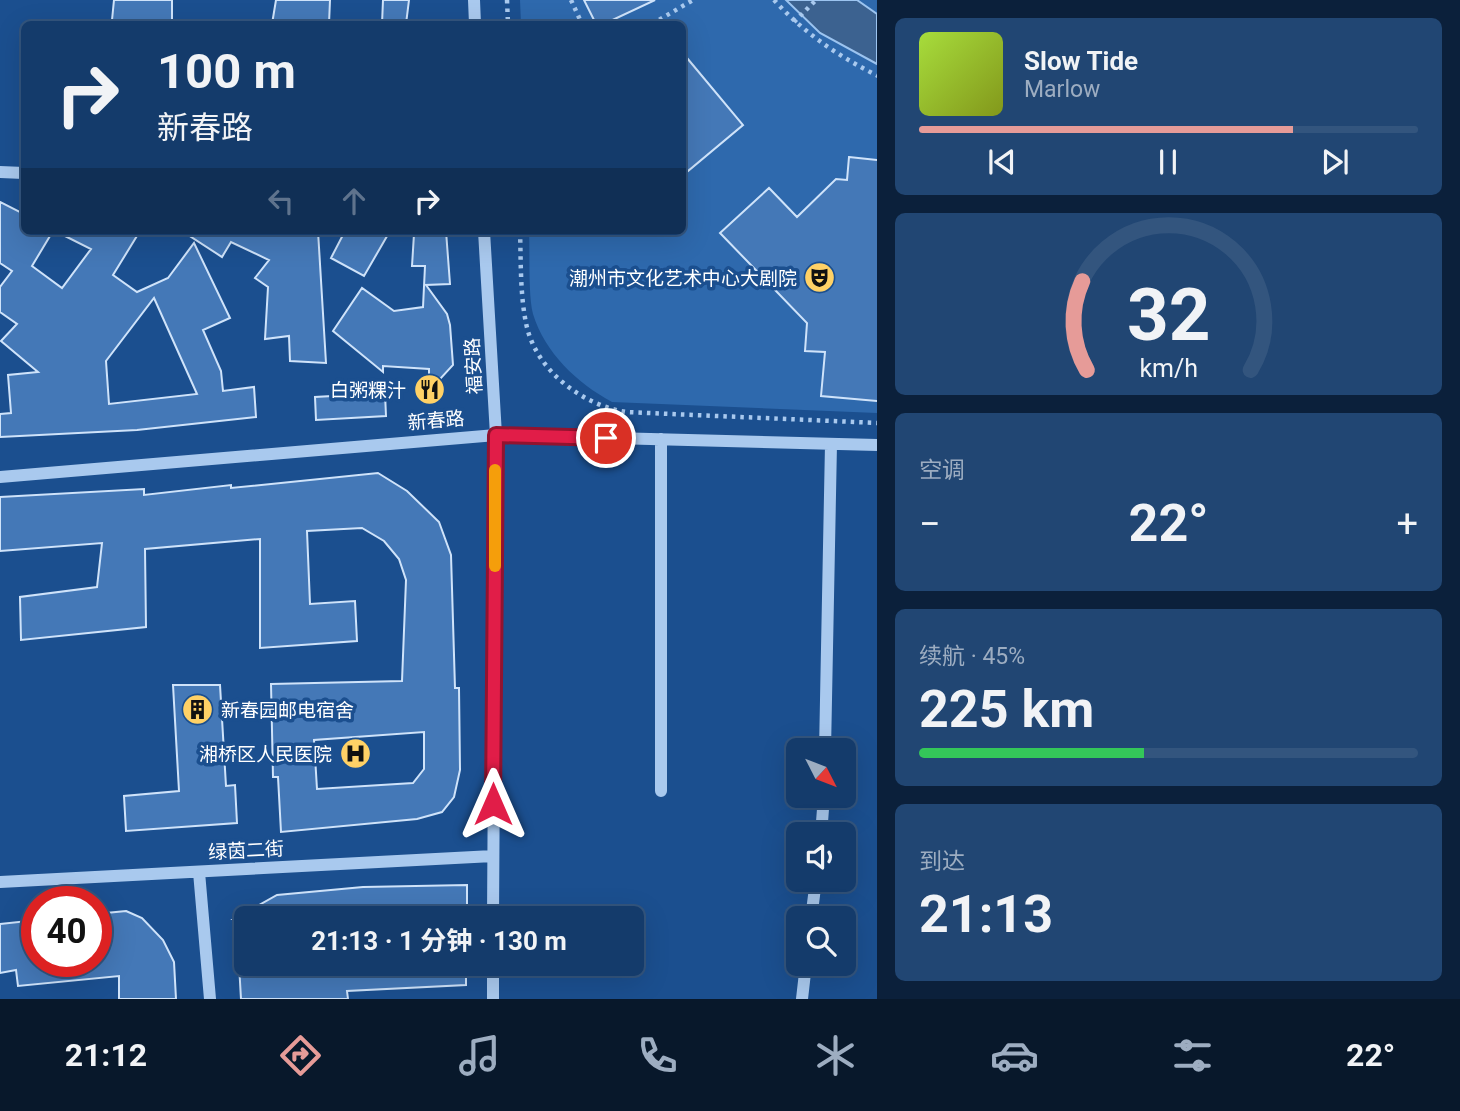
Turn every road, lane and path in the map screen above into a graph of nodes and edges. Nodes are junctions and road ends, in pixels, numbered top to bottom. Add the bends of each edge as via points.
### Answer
1 (474, 0) edge
2 (507, 0) edge
3 (571, 0) edge
4 (693, 0) edge
5 (774, 0) edge
6 (816, 0) edge
7 (475, 21) edge
8 (508, 21) edge
9 (581, 21) edge
10 (657, 21) edge
11 (793, 22) junction
12 (877, 76) edge
13 (0, 172) edge
14 (21, 173) edge
15 (484, 235) edge
16 (520, 235) edge
17 (877, 423) edge
18 (496, 435) junction
19 (661, 439) junction
20 (831, 443) junction
21 (877, 445) edge
22 (0, 477) edge
23 (825, 738) edge
24 (661, 791) dead end
25 (493, 856) junction
26 (199, 872) junction
27 (0, 882) edge
28 (493, 906) edge
29 (493, 976) edge
30 (805, 976) edge
31 (211, 999) edge
32 (493, 999) edge
33 (802, 999) edge

1 - 7 street
2 - 8 path
3 - 9 path
4 - 10 path
5 - 11 path
6 - 11 path
11 - 12 path via 840,57
13 - 14 street
15 - 18 street, 福安路
16 - 17 path via 526,326 540,358 589,401 626,412
18 - 19 street, 新春路
18 - 22 street, 新春路
18 - 25 street, 福安路
19 - 20 street, 新春路
19 - 24 street
20 - 21 street, 新春路
20 - 23 street
25 - 26 street, 绿茵二街
25 - 28 street, 福安路
26 - 27 street, 绿茵二街
26 - 31 street
29 - 32 street
30 - 33 street

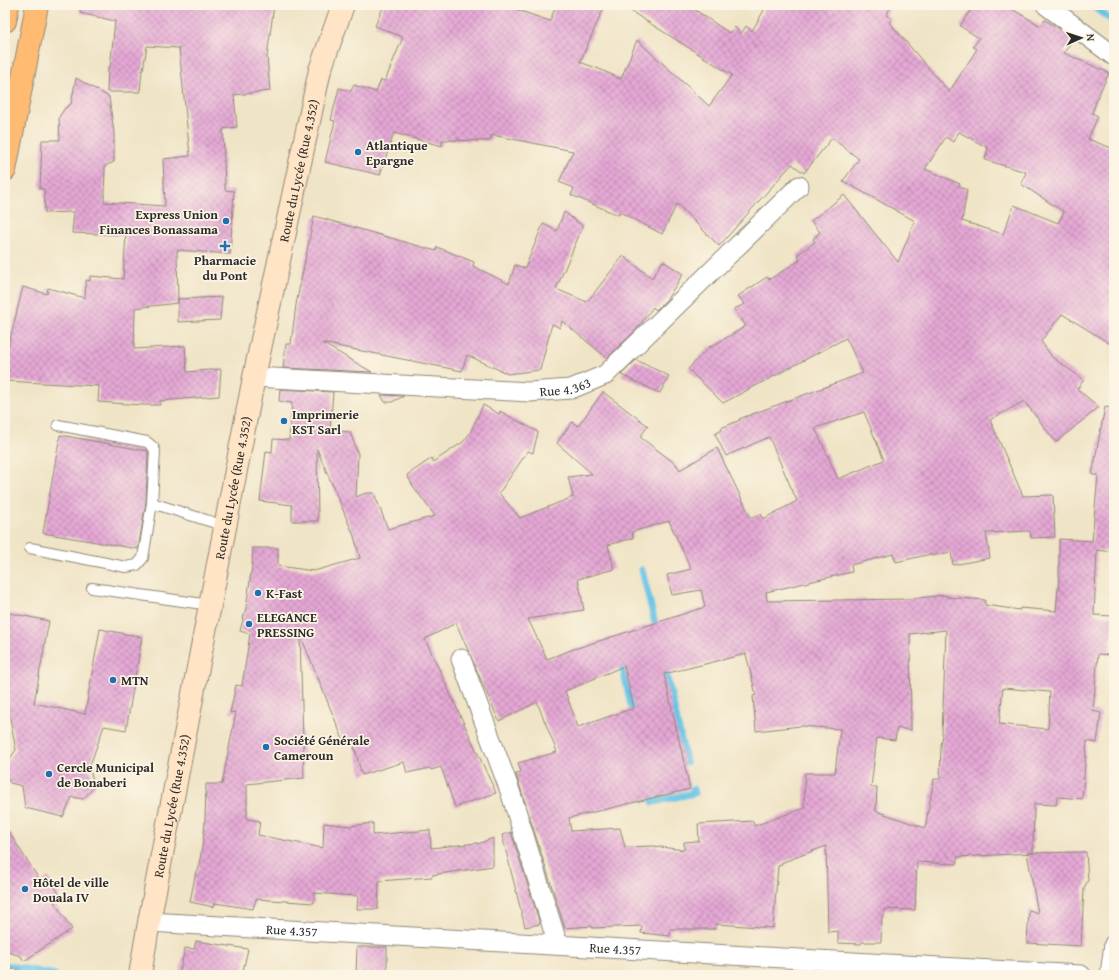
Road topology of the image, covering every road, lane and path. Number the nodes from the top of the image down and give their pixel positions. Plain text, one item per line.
1 (8, 5) edge
2 (37, 5) edge
3 (343, 5) edge
4 (1046, 5) edge
5 (5, 22) edge
6 (1114, 56) edge
7 (5, 170) edge
8 (799, 186) dead end
9 (254, 377) junction
10 (58, 425) dead end
11 (152, 503) junction
12 (225, 526) junction
13 (30, 548) dead end
14 (92, 588) dead end
15 (210, 605) junction
16 (461, 659) dead end
17 (149, 922) junction
18 (1114, 944) edge
19 (558, 945) junction
20 (8, 975) edge
21 (17, 975) edge
22 (140, 975) edge
23 (1081, 975) edge
24 (1110, 975) edge

1 - 5 highway
2 - 7 highway
3 - 9 main road, Route du Lycée (Rue 4.352)
4 - 6 street
8 - 9 street, Rue 4.363
9 - 12 main road, Route du Lycée (Rue 4.352)
10 - 11 lane
11 - 12 lane
11 - 13 lane
12 - 15 main road, Route du Lycée (Rue 4.352)
14 - 15 lane
15 - 17 main road, Route du Lycée (Rue 4.352)
16 - 19 street
17 - 19 street, Rue 4.357
17 - 22 main road, Route du Lycée (Rue 4.352)
18 - 24 street
19 - 23 street, Rue 4.357
20 - 21 lane

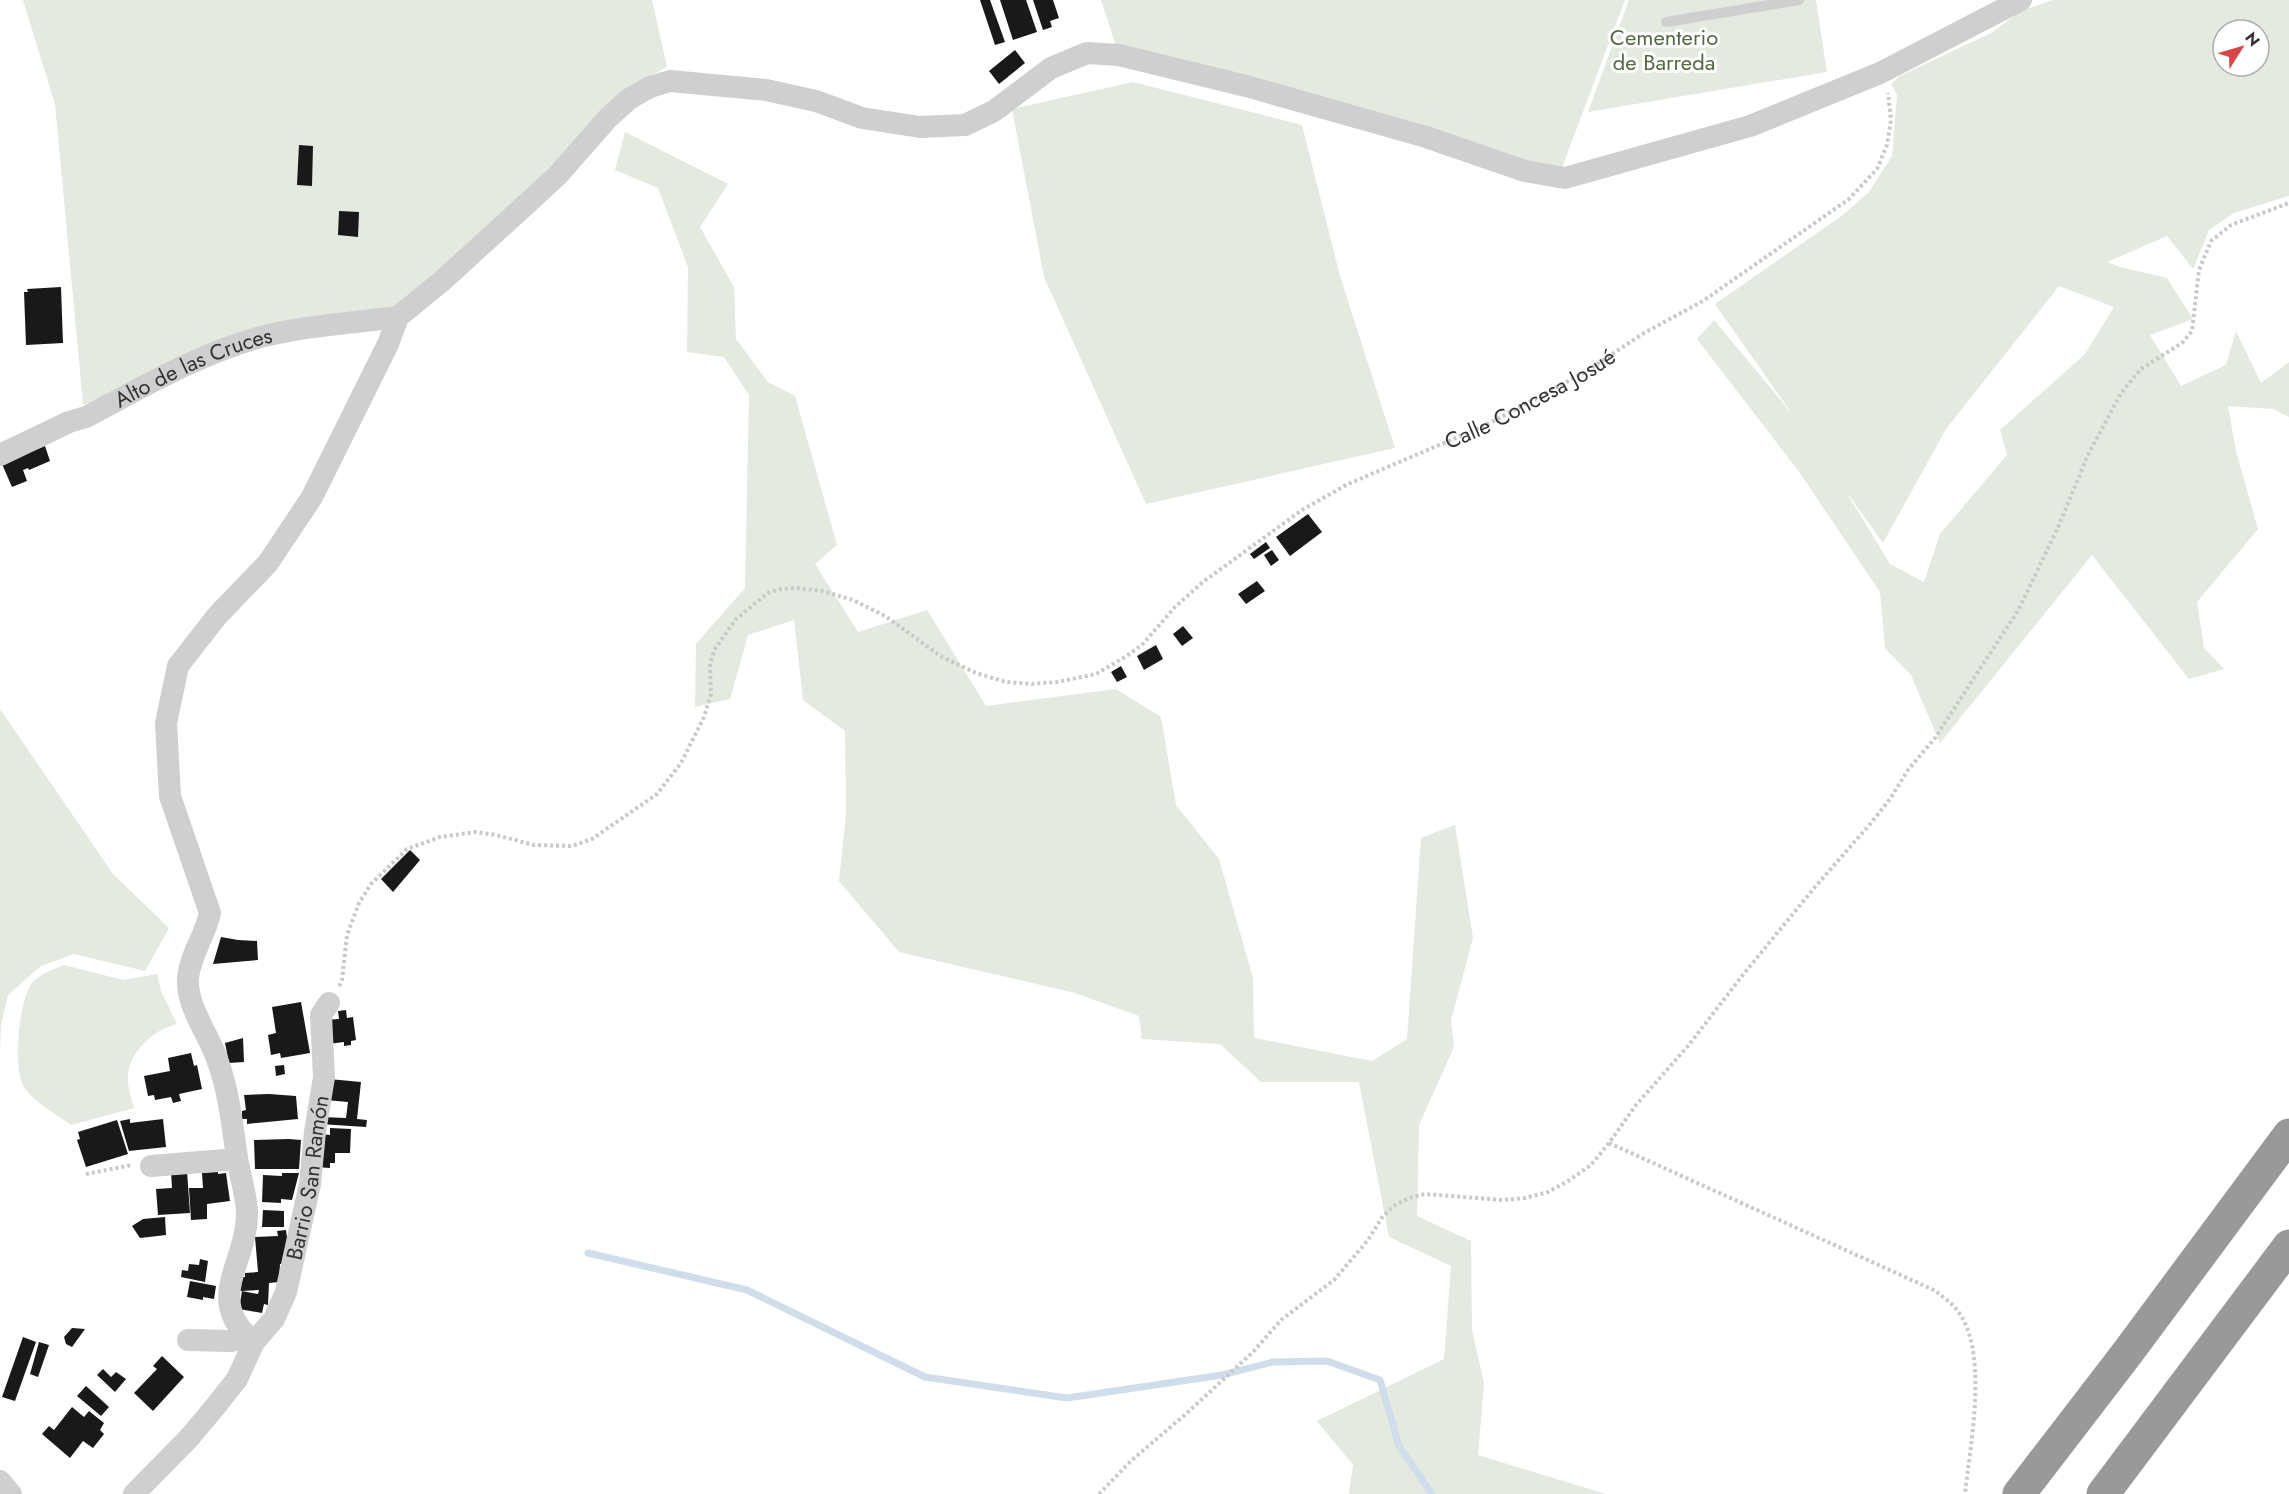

★ ★ ★ ★ ★ ★ ★

Task requirements:
From the entries, copy every line in which the string "Lycée" can be found.

Your solution:
3 - 9 main road, Route du Lycée (Rue 4.352)
9 - 12 main road, Route du Lycée (Rue 4.352)
12 - 15 main road, Route du Lycée (Rue 4.352)
15 - 17 main road, Route du Lycée (Rue 4.352)
17 - 22 main road, Route du Lycée (Rue 4.352)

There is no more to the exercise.